An ion generating chamber 11 is arranged under the electron attraction
electrode 9 with an insulating member 10 interposed between them. The
insulating member 10 is a rectangular plate made of ceramic and having a
circular opening at the center thereof. The ion generating chamber 11 is
shaped like a rectangle and made of a conductive material, high in melting
point, such as molybdenum. An inner cylinder 12 made of a conductive
ceramic, for example, is arranged in the ion generating chamber 11,
covering the inner metal faces of the chamber 11.

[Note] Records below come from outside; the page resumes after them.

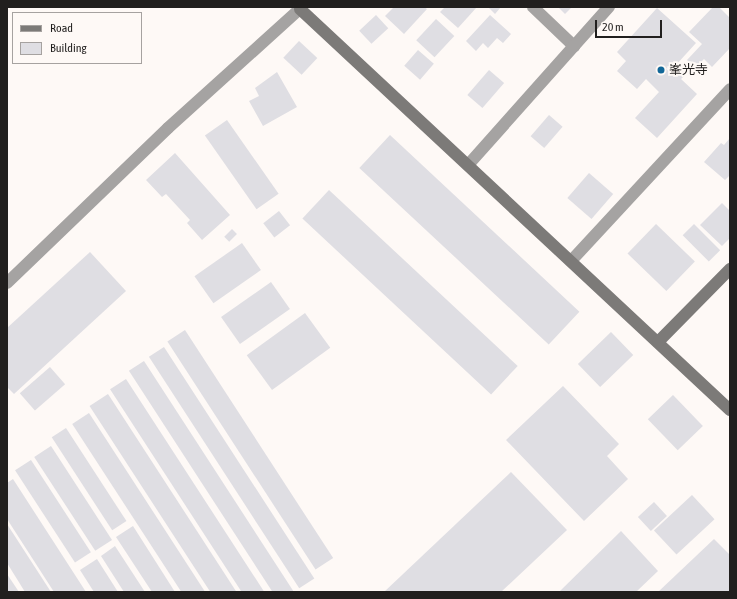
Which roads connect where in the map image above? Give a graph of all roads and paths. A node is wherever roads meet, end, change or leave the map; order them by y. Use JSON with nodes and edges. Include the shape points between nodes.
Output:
{"nodes":[{"id":1,"x":533,"y":7,"type":"edge"},
{"id":2,"x":609,"y":7,"type":"edge"},
{"id":3,"x":300,"y":8,"type":"edge"},
{"id":4,"x":574,"y":46,"type":"junction"},
{"id":5,"x":730,"y":89,"type":"edge"},
{"id":6,"x":468,"y":165,"type":"junction"},
{"id":7,"x":571,"y":261,"type":"junction"},
{"id":8,"x":730,"y":269,"type":"edge"},
{"id":9,"x":7,"y":283,"type":"edge"},
{"id":10,"x":658,"y":342,"type":"junction"},
{"id":11,"x":730,"y":410,"type":"edge"}],
"edges":[{"from":1,"to":4,"type":"street"},
{"from":2,"to":4,"type":"street"},
{"from":3,"to":6,"type":"street"},
{"from":3,"to":9,"type":"street","via":[[168,128]]},
{"from":4,"to":6,"type":"street"},
{"from":5,"to":7,"type":"street"},
{"from":6,"to":7,"type":"street"},
{"from":7,"to":10,"type":"street"},
{"from":8,"to":10,"type":"street"},
{"from":10,"to":11,"type":"street"}]}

A bottom plate 14 made of AISI 310S is arranged under the ion generating
chamber 11 with an insulating member 13 interposed between them. The
insulating member 13 is a rectangular plate made of ceramic and having a
circular opening at the center thereof.
A pipe 15 is connected to the rear side of the ion generating chamber 11
and a raw gas such as BF.sub.3 is introduced into the ion generating
chamber 11 through the pipe 15 to generate desired ions in the chamber 11.

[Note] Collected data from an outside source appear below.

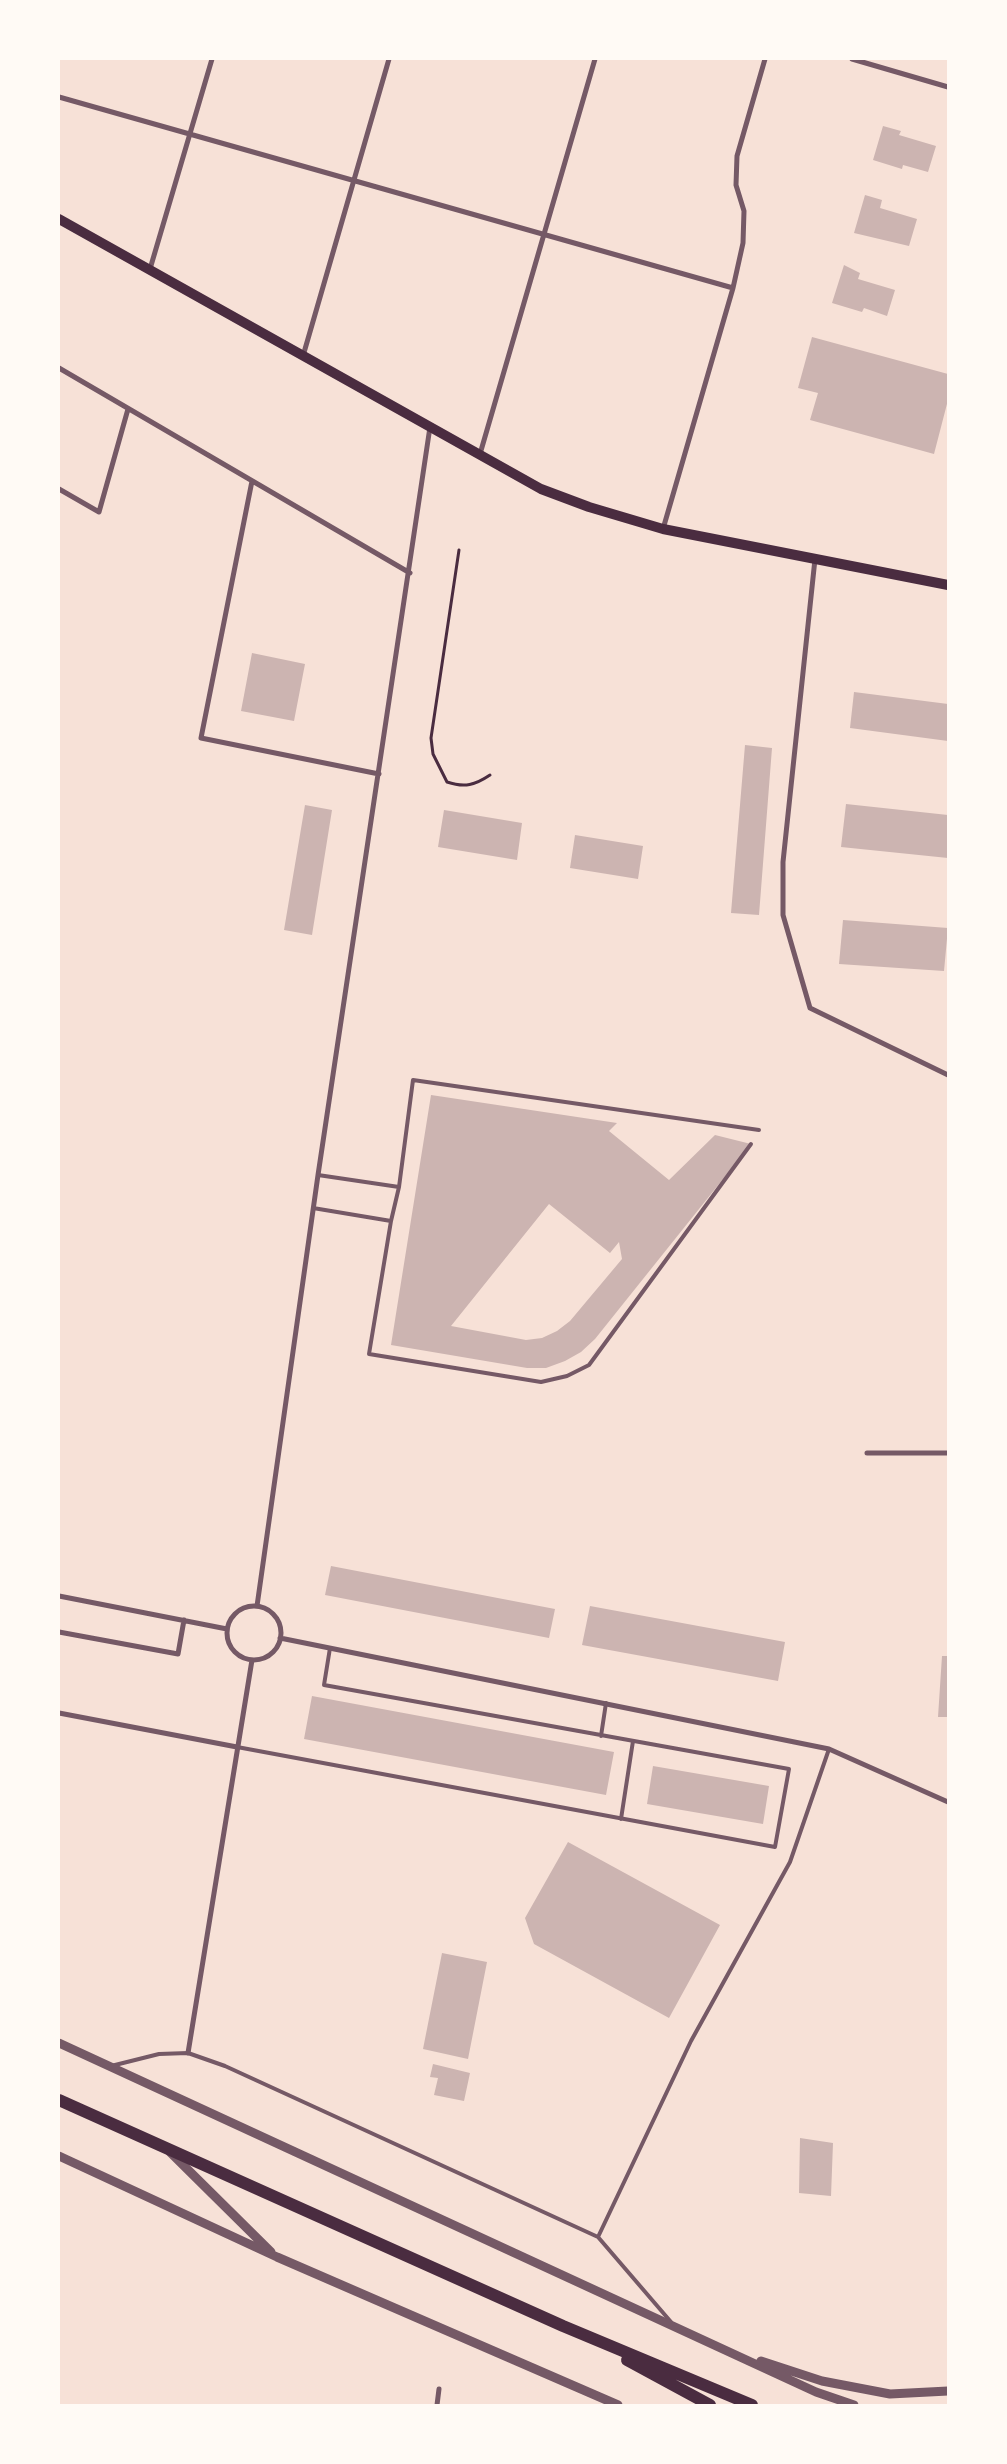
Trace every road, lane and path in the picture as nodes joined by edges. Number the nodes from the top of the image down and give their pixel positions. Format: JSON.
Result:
{"nodes":[{"id":1,"x":212,"y":59,"type":"edge"},
{"id":2,"x":389,"y":59,"type":"edge"},
{"id":3,"x":596,"y":59,"type":"edge"},
{"id":4,"x":765,"y":59,"type":"edge"},
{"id":5,"x":852,"y":59,"type":"edge"},
{"id":6,"x":948,"y":87,"type":"edge"},
{"id":7,"x":59,"y":97,"type":"edge"},
{"id":8,"x":190,"y":135,"type":"junction"},
{"id":9,"x":353,"y":182,"type":"junction"},
{"id":10,"x":59,"y":219,"type":"edge"},
{"id":11,"x":544,"y":236,"type":"junction"},
{"id":12,"x":150,"y":269,"type":"junction"},
{"id":13,"x":733,"y":288,"type":"junction"},
{"id":14,"x":303,"y":356,"type":"junction"},
{"id":15,"x":59,"y":368,"type":"edge"},
{"id":16,"x":128,"y":409,"type":"junction"},
{"id":17,"x":430,"y":427,"type":"junction"},
{"id":18,"x":480,"y":455,"type":"junction"},
{"id":19,"x":252,"y":481,"type":"junction"},
{"id":20,"x":59,"y":489,"type":"edge"},
{"id":21,"x":663,"y":528,"type":"junction"},
{"id":22,"x":459,"y":550,"type":"dead end"},
{"id":23,"x":815,"y":559,"type":"junction"},
{"id":24,"x":410,"y":573,"type":"junction"},
{"id":25,"x":948,"y":585,"type":"edge"},
{"id":26,"x":380,"y":774,"type":"junction"},
{"id":27,"x":490,"y":775,"type":"dead end"},
{"id":28,"x":948,"y":1075,"type":"edge"},
{"id":29,"x":759,"y":1130,"type":"dead end"},
{"id":30,"x":751,"y":1144,"type":"dead end"},
{"id":31,"x":318,"y":1175,"type":"junction"},
{"id":32,"x":399,"y":1187,"type":"junction"},
{"id":33,"x":313,"y":1208,"type":"junction"},
{"id":34,"x":391,"y":1220,"type":"junction"},
{"id":35,"x":867,"y":1453,"type":"dead end"},
{"id":36,"x":948,"y":1453,"type":"edge"},
{"id":37,"x":59,"y":1596,"type":"edge"},
{"id":38,"x":257,"y":1606,"type":"junction"},
{"id":39,"x":184,"y":1620,"type":"junction"},
{"id":40,"x":227,"y":1629,"type":"junction"},
{"id":41,"x":59,"y":1632,"type":"edge"},
{"id":42,"x":280,"y":1638,"type":"junction"},
{"id":43,"x":330,"y":1648,"type":"junction"},
{"id":44,"x":252,"y":1660,"type":"junction"},
{"id":45,"x":606,"y":1703,"type":"junction"},
{"id":46,"x":59,"y":1713,"type":"edge"},
{"id":47,"x":601,"y":1736,"type":"junction"},
{"id":48,"x":633,"y":1741,"type":"junction"},
{"id":49,"x":237,"y":1747,"type":"junction"},
{"id":50,"x":829,"y":1749,"type":"junction"},
{"id":51,"x":948,"y":1802,"type":"edge"},
{"id":52,"x":621,"y":1819,"type":"junction"},
{"id":53,"x":59,"y":2043,"type":"edge"},
{"id":54,"x":188,"y":2053,"type":"junction"},
{"id":55,"x":110,"y":2066,"type":"junction"},
{"id":56,"x":59,"y":2100,"type":"edge"},
{"id":57,"x":166,"y":2149,"type":"junction"},
{"id":58,"x":59,"y":2156,"type":"edge"},
{"id":59,"x":598,"y":2237,"type":"junction"},
{"id":60,"x":276,"y":2257,"type":"junction"},
{"id":61,"x":563,"y":2326,"type":"junction"},
{"id":62,"x":674,"y":2326,"type":"junction"},
{"id":63,"x":721,"y":2348,"type":"junction"},
{"id":64,"x":439,"y":2389,"type":"dead end"},
{"id":65,"x":948,"y":2390,"type":"edge"},
{"id":66,"x":437,"y":2405,"type":"edge"},
{"id":67,"x":618,"y":2405,"type":"edge"},
{"id":68,"x":710,"y":2405,"type":"edge"},
{"id":69,"x":752,"y":2405,"type":"edge"},
{"id":70,"x":854,"y":2405,"type":"edge"}],
"edges":[{"from":1,"to":8,"type":"street"},
{"from":2,"to":9,"type":"street"},
{"from":3,"to":11,"type":"street"},
{"from":4,"to":13,"type":"street"},
{"from":5,"to":6,"type":"street"},
{"from":7,"to":8,"type":"street"},
{"from":8,"to":9,"type":"street"},
{"from":8,"to":12,"type":"street"},
{"from":9,"to":11,"type":"street"},
{"from":9,"to":14,"type":"street"},
{"from":10,"to":12,"type":"main road"},
{"from":11,"to":13,"type":"street"},
{"from":11,"to":18,"type":"street"},
{"from":12,"to":14,"type":"main road"},
{"from":13,"to":21,"type":"street"},
{"from":14,"to":17,"type":"main road"},
{"from":15,"to":16,"type":"street"},
{"from":16,"to":19,"type":"street"},
{"from":16,"to":20,"type":"street"},
{"from":17,"to":18,"type":"main road"},
{"from":17,"to":24,"type":"street"},
{"from":18,"to":21,"type":"main road"},
{"from":19,"to":24,"type":"street"},
{"from":19,"to":26,"type":"street"},
{"from":21,"to":23,"type":"main road"},
{"from":22,"to":27,"type":"path"},
{"from":23,"to":25,"type":"main road"},
{"from":23,"to":28,"type":"street"},
{"from":24,"to":26,"type":"street"},
{"from":26,"to":31,"type":"street"},
{"from":29,"to":32,"type":"lane"},
{"from":30,"to":34,"type":"lane"},
{"from":31,"to":32,"type":"lane"},
{"from":31,"to":33,"type":"street"},
{"from":32,"to":34,"type":"lane"},
{"from":33,"to":34,"type":"lane"},
{"from":33,"to":38,"type":"street"},
{"from":35,"to":36,"type":"street"},
{"from":37,"to":39,"type":"street"},
{"from":38,"to":40,"type":"street"},
{"from":38,"to":42,"type":"street"},
{"from":39,"to":40,"type":"street"},
{"from":39,"to":41,"type":"street"},
{"from":40,"to":44,"type":"street"},
{"from":42,"to":43,"type":"street"},
{"from":42,"to":44,"type":"street"},
{"from":43,"to":45,"type":"street"},
{"from":43,"to":47,"type":"lane"},
{"from":44,"to":49,"type":"street"},
{"from":45,"to":47,"type":"lane"},
{"from":45,"to":50,"type":"street"},
{"from":46,"to":49,"type":"street"},
{"from":47,"to":48,"type":"lane"},
{"from":48,"to":52,"type":"lane"},
{"from":48,"to":52,"type":"lane"},
{"from":49,"to":52,"type":"lane"},
{"from":49,"to":54,"type":"street"},
{"from":50,"to":51,"type":"street"},
{"from":50,"to":59,"type":"lane"},
{"from":53,"to":55,"type":"street"},
{"from":54,"to":55,"type":"lane"},
{"from":54,"to":59,"type":"lane"},
{"from":55,"to":62,"type":"street"},
{"from":56,"to":57,"type":"main road"},
{"from":57,"to":60,"type":"street"},
{"from":57,"to":61,"type":"main road"},
{"from":58,"to":60,"type":"street"},
{"from":59,"to":62,"type":"lane"},
{"from":60,"to":67,"type":"street"},
{"from":61,"to":68,"type":"main road"},
{"from":61,"to":69,"type":"main road"},
{"from":62,"to":63,"type":"street"},
{"from":63,"to":65,"type":"street"},
{"from":63,"to":70,"type":"street"},
{"from":64,"to":66,"type":"street"}]}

An ion releasing slit 16 is formed in that area of the front side of the
ion generating chamber 11 which is in opposite to the pipe 15 of the rear
side. An ion attraction electrode (not shown) is arranged in front of the
slit 16 to draw ions outside the ion generating chamber 11 through the
slit 16.
Filament voltage Vf is applied to the filament 3. Discharge voltage Vd is
applied between one end of the filament 3 and the electron attraction
electrode 9. A resistor R is connected between the electron attraction
electrode 9 and the ion generating chamber 11 via a switch S. Accelerating
voltage Va is applied between the electron attraction electrode 9 and the
ion generating chamber 11. A magnetic field generator means (not shown) is
arranged outside the ion source device 1 to generate magnetic field in a
direction Bz in FIG. 1 so as to reduce the diffusing of electrons which
are discharged into the ion generating chamber.
The above-mentioned conductive members 2, 9, 11 and 14 are insulated from
their adjacent ones by the insulating members 7, 10 and 13, respectively.
The conductive members 2, 9, 11 and 14 have recesses on either of or both
of the top and bottom, and the insulating members 7, 10 and 13 are not
bonded but fitted in these recesses between the adjacent conductive
members.
As shown in FIG. 3, two hooks 17 are projected, symmetrical to each other,
from right and left sides of the electron generating chamber 2. Two holder
members 19 each having a hole 18 at the upper end portion thereof are
arranged on both sides of the electron generating chamber 2 and each of
them is hung on the hook 17 through its hole 18. Further, it has a groove
20 at the lower end portion thereof and a fixing member (which will be
described later) is fitted into the grooves 20 of the holder members 19.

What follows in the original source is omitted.